Every line of the records that holds the word "Nabuco" should be copied.

[Opening INPUT MATERIAL section]

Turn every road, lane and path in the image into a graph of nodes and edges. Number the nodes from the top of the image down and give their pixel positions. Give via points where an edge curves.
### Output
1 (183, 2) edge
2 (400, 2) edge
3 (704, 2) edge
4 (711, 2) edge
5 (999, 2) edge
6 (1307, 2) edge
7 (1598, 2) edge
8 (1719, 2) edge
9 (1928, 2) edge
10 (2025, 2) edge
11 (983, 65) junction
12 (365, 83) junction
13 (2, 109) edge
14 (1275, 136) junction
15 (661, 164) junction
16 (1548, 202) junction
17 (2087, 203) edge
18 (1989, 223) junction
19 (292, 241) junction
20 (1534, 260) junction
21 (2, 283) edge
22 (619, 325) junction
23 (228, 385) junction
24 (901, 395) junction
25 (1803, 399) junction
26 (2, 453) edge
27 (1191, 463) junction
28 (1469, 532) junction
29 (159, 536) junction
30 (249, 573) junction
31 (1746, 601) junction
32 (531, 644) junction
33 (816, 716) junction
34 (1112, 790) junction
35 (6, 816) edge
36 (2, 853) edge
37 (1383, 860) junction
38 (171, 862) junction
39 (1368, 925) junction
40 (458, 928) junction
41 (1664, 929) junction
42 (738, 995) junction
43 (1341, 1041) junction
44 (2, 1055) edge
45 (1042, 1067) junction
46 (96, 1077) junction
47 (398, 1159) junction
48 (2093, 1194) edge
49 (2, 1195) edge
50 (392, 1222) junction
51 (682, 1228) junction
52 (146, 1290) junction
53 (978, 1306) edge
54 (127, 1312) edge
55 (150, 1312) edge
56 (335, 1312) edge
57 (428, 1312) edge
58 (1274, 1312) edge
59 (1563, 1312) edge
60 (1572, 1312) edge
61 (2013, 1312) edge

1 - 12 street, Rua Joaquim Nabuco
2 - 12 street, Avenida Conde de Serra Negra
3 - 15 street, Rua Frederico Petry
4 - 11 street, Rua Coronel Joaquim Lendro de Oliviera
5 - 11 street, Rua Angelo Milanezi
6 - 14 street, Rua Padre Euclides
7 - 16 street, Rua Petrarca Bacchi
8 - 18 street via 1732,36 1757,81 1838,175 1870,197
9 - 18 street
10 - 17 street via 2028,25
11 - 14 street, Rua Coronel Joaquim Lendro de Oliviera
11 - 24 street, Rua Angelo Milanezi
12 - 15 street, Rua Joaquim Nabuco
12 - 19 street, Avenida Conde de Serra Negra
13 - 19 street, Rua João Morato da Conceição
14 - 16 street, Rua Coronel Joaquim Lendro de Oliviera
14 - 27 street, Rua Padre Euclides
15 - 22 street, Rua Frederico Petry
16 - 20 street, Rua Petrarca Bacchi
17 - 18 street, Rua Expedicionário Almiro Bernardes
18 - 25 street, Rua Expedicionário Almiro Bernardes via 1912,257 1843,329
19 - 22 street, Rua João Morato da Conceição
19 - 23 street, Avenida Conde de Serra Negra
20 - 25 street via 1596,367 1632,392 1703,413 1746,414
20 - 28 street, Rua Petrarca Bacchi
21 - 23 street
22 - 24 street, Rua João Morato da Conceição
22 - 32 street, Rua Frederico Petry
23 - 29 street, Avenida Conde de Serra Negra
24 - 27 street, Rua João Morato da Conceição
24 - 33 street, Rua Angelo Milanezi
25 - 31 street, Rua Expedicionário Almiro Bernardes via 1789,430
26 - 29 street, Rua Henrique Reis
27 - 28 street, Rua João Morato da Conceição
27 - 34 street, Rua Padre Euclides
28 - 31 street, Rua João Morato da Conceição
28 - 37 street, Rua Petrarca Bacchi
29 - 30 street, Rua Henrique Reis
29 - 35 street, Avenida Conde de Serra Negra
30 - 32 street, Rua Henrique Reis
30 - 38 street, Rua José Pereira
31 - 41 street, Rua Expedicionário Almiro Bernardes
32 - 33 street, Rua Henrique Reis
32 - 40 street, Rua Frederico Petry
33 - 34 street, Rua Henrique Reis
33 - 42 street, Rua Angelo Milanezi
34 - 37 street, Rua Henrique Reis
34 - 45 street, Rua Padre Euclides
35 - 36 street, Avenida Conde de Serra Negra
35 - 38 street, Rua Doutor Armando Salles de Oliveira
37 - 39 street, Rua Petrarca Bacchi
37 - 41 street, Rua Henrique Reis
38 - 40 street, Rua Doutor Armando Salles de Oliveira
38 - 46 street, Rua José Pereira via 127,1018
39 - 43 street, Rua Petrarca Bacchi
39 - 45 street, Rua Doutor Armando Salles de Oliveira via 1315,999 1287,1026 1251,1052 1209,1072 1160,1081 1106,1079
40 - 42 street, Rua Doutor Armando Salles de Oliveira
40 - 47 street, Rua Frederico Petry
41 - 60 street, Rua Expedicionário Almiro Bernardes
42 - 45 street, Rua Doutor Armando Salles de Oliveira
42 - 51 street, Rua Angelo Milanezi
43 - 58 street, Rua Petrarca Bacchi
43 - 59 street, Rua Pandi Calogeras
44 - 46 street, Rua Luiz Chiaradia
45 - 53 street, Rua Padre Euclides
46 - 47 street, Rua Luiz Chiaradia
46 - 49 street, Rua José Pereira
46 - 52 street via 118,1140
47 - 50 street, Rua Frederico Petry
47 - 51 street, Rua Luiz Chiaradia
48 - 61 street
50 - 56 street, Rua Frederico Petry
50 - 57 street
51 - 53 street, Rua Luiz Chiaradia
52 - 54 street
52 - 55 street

[Closing INPUT MATERIAL section]

RESULT OF THIS EXERCISE ->
1 - 12 street, Rua Joaquim Nabuco
12 - 15 street, Rua Joaquim Nabuco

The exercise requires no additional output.